[RECORDS SHOWN]:
● ● ● ●
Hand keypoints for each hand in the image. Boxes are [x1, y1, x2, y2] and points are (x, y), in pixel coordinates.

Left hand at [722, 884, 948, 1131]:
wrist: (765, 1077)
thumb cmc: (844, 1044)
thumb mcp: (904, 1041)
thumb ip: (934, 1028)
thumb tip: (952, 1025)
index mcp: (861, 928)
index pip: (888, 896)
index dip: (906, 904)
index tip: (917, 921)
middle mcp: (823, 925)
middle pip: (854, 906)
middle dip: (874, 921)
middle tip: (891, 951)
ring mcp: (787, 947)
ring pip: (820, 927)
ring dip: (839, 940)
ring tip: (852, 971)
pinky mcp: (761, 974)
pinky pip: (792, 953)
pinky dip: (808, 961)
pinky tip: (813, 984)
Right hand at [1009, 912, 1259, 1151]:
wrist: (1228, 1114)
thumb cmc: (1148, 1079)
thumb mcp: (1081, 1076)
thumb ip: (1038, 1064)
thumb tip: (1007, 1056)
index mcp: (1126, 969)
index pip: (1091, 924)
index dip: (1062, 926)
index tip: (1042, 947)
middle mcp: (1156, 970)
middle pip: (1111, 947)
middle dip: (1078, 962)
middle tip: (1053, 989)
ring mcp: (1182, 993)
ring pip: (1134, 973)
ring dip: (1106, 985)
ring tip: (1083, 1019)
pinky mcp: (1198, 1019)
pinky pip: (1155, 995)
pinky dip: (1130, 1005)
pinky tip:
● ● ● ●
[DIRECTIONS]: Print exactly the lines from the beginning of the entries through the line with "middle mcp: (1156, 970)". Output nothing more.

[THE COMPLETED TASK]:
Hand keypoints for each hand in the image. Boxes are [x1, y1, x2, y2] and points are (x, y), in pixel coordinates.

Left hand at [722, 884, 948, 1131]:
wrist: (765, 1077)
thumb cmc: (844, 1044)
thumb mcp: (904, 1041)
thumb ip: (934, 1028)
thumb tip: (952, 1025)
index mcp: (861, 928)
index pip: (888, 896)
index dip: (906, 904)
index tip: (917, 921)
middle mcp: (823, 925)
middle pip: (854, 906)
middle dip: (874, 921)
middle tip: (891, 951)
ring mcp: (787, 947)
ring pip: (820, 927)
ring dip: (839, 940)
ring tip: (852, 971)
pinky mcp: (761, 974)
pinky pip: (792, 953)
pinky dip: (808, 961)
pinky tip: (813, 984)
Right hand at [1009, 912, 1259, 1151]:
wrist: (1228, 1114)
thumb cmc: (1148, 1079)
thumb mcp: (1081, 1076)
thumb ip: (1038, 1064)
thumb tip: (1007, 1056)
index mcp: (1126, 969)
index pip: (1091, 924)
index dip: (1062, 926)
index tip: (1042, 947)
middle mcp: (1156, 970)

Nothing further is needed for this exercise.